Valerie's lonely plight is contrasted with that of the other characters, as Jacquot creates a patchwork of alienation, as well as offering his heroine pessimistic insights into relationships, gender (Valerie is determined her child will be a boy, such are the options open to women) and parenthood. Crucial here is the scene where Valerie signs her contract. She left her last job when a cook tried it on, and her female employer, Sabine's snide interrogations accuse her of using her striking looks to attract clients for 'tips'. Valerie is outraged, but a phonecall for Sabine from her vacillating lover shows how vulnerable she really is, and that the title has more general implications (see also Valerie's mother).
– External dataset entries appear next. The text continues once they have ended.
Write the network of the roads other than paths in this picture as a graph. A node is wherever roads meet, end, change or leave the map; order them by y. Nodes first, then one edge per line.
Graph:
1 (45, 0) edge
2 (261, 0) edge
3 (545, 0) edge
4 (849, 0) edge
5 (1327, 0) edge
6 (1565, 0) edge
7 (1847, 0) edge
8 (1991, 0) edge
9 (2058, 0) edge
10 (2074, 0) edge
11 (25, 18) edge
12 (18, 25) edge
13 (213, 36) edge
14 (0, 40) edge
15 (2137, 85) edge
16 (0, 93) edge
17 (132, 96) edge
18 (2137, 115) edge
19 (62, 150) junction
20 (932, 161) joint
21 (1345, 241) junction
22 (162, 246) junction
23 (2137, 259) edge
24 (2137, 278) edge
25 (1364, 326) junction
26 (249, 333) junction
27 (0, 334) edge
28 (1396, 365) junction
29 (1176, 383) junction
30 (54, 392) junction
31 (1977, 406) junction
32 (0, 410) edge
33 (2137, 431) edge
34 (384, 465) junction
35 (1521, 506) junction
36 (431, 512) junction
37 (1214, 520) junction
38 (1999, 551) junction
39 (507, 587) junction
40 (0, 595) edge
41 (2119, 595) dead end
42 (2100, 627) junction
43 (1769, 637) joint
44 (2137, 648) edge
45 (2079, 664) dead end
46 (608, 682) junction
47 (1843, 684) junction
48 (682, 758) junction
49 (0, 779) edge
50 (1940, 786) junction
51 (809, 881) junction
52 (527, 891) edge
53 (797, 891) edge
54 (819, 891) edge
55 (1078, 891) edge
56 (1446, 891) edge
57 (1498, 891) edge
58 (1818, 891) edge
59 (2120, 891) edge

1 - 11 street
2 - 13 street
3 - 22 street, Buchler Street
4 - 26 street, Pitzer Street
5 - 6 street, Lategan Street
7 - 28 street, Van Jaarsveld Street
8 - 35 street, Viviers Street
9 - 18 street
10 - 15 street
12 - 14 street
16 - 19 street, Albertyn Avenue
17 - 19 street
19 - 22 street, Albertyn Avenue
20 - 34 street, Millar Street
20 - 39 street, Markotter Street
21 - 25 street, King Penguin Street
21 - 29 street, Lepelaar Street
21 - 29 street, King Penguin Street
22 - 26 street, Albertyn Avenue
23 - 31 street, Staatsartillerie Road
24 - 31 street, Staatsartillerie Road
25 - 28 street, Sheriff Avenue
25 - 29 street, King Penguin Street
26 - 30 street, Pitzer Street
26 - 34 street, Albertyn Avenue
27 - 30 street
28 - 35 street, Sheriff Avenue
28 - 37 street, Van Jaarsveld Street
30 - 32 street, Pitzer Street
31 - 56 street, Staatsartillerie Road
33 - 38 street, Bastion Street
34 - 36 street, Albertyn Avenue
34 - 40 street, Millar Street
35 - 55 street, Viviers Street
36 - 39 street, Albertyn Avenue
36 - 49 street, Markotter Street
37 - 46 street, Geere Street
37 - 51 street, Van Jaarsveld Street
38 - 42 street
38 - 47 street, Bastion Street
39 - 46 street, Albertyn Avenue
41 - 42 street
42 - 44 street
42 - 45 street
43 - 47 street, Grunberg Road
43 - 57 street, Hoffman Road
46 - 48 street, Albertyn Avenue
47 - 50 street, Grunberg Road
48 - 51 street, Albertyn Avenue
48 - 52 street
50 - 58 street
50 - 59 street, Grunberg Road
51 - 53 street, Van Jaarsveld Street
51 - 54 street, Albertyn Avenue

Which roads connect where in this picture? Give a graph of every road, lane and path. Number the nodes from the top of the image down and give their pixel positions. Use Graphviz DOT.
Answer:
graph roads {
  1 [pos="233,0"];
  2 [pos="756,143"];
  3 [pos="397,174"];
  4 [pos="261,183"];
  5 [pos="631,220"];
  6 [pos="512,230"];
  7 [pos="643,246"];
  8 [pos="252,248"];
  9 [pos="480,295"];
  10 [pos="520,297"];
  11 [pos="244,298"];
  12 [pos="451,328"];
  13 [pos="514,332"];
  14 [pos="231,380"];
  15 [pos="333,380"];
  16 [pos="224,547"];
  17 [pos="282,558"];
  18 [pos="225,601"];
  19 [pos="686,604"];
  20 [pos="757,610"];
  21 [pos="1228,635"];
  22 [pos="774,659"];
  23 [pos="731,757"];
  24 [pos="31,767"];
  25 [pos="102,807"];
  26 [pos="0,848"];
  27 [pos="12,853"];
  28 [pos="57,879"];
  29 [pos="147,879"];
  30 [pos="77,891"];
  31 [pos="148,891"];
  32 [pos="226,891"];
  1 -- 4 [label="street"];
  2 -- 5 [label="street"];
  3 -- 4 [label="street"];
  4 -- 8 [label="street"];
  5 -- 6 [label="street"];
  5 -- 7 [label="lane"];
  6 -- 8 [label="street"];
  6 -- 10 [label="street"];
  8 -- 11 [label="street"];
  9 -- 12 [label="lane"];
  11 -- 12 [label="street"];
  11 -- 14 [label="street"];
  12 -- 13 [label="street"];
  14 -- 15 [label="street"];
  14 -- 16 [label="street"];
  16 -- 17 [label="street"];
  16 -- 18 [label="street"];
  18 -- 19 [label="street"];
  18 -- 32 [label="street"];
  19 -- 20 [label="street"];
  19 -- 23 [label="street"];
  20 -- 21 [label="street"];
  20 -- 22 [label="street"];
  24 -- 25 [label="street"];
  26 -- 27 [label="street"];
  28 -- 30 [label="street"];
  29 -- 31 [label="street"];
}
Many critics have compared the film to those of the New Wave, presumably because of the open-air filming and young heroine. The opening sequence with the pinball machine and cafe, the day-in-the-life narrative, and Valerie's short hair at the end all echo Godard's VIVRE SA VIE, but the film bares little real relation to that pioneering French movement. There is none of the breezy freshness of the original films, none of their engaging untidiness, romantic verve, personal poetry or wide-eyed wonder at the medium, never mind the rigorous critique of a Godard film like VIVRE SA VIE.
Passers-by might smile into the camera, but its movements are deliberate and elegant, making the film's 'realism' seem very contrived. This wouldn't be a problem if the film had used artifice to recreate the heroine's inner life
instead all we have is a big modern hotel, a bit of talk, unyielding
characters, and lots, oh lots, of corridors.